Florida’s hefty 6 to 7.5 percent (depending on locality) sales tax is also a big revenue raiser for the state, especially since Florida applies the sales tax to rent — well, some rent. There is an exemption to the rent tax: If you reside in a property for more than six months a year, it doesn’t apply.

In addition to the sales tax, Florida also has a room tax that applies not only to hotels but to long-term vacation rentals, which Florida has more of than any other state. The Sunshine State also levies an additional sales tax on food and beverage served in restaurants — a disproportionate share of which is purchased by out of staters.

Up north, the Delaware legislature made a shrewd move more than 100 years ago and became a haven for businesses incorporation. It has defended that status over the years and continues to generate not only healthy incorporation fees but a remarkable stream of revenues from the “abandoned property” of the customers of Delaware-based corporations.

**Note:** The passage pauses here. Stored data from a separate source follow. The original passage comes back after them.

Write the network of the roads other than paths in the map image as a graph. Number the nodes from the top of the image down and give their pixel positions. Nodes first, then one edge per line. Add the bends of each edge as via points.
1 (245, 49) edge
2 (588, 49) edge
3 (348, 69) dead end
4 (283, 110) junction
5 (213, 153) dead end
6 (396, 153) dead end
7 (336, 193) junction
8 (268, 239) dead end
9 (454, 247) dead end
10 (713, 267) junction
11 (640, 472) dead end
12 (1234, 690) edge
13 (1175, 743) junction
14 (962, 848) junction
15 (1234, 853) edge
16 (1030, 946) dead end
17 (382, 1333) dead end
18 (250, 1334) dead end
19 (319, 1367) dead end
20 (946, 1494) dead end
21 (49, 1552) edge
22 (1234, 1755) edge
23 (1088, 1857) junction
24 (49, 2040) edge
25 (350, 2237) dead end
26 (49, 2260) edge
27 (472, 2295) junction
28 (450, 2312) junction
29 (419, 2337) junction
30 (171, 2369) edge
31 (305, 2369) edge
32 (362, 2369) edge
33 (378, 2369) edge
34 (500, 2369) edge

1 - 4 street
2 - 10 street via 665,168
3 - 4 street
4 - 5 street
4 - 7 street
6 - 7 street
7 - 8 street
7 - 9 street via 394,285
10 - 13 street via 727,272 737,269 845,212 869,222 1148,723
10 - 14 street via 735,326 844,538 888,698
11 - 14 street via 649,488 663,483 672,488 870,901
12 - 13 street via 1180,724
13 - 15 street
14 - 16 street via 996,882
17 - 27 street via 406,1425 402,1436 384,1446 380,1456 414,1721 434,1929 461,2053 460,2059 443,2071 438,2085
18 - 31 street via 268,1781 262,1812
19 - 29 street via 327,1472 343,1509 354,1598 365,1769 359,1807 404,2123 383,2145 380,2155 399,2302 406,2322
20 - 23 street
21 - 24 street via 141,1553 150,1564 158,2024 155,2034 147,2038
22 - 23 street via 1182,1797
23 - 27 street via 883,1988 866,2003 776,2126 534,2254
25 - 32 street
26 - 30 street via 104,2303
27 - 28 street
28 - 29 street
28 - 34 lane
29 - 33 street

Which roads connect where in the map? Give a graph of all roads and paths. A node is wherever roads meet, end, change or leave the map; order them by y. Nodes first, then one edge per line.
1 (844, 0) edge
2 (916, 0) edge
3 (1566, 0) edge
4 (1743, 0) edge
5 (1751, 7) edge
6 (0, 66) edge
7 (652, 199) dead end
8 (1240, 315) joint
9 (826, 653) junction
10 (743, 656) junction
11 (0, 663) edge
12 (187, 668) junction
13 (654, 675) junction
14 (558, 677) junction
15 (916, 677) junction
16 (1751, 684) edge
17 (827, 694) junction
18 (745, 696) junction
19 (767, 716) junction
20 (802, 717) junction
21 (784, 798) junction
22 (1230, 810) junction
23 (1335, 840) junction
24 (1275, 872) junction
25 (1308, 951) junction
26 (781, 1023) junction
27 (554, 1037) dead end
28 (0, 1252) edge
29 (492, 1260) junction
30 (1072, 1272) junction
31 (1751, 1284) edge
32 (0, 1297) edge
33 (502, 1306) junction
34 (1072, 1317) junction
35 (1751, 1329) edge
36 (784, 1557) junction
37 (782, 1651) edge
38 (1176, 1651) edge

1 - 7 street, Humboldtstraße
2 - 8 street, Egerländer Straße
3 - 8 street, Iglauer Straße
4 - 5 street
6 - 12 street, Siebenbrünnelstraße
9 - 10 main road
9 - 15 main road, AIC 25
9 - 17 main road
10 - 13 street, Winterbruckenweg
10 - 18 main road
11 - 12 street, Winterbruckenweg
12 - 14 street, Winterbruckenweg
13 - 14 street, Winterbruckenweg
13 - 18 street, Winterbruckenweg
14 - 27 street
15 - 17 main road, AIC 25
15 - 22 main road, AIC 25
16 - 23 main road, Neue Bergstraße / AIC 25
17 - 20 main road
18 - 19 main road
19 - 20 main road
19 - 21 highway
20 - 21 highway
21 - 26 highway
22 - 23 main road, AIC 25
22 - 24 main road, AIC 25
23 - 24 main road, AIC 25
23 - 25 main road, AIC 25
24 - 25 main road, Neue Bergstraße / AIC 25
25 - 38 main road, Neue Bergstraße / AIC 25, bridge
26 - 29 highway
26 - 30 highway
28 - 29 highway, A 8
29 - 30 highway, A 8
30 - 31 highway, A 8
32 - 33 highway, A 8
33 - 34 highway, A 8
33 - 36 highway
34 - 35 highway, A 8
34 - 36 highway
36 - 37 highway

Together they add up to more than a third of state revenue, providing residents with good services and remarkably low taxes.

But then there are states like Minnesota, Indiana, Iowa, Oregon and Connecticut. Undoubtedly, enterprising tax policy technicians have tried to craft laws that would pin the bill for state government in those states on nonresidents, but the opportunities simply don’t seem to exist. Citizens in these states help pay for teacher salaries in Texas when the furnaces fire up, state parks in Florida when they take a winter break, the new engineering school at the University of Wyoming when they turn on their lights, and nice annual checks for residents of Alaska whenever they drive their car. But no one from other parts of the country helps pay for the services in their home states. 

A study done in 1985, the last time Congress was seriously considering eliminating the federal deduction for state and local taxes, needs to be updated. The research was performed by the accounting firm Arthur Anderson. Commissioned by the Joint Economic Committee, it examined how much the total tax bill of a family with a taxable income of $50,000 a year (at the time considered upper income) might differ depending on the state in which they lived.

That study found that even if you don’t count most of the “exported taxes” discussed above, the same family with the same income, home and spending habits could pay as much as 32 percent more in total taxes if they lived in a high-tax state rather than a low-tax state. When the accounting firm eliminated the state and local deduction, the differential increased to 76 percent.

Additional investigation showed that those higher taxes did not correlate with a higher level of state spending or services. In fact, the statistical analysis indicated a slightly negative correlation between tax levels and state government spending.

We don’t know what the correlation is today, but we do know that many of the same tax laws that drove the disparity in tax burdens in the 1980s are still present and that the state and local deduction on federal income taxes moderates the disparity, just as it did three decades ago. Congress — and particularly representatives from high-tax states — should examine this issue very carefully before expanding the inequity in the current tax system.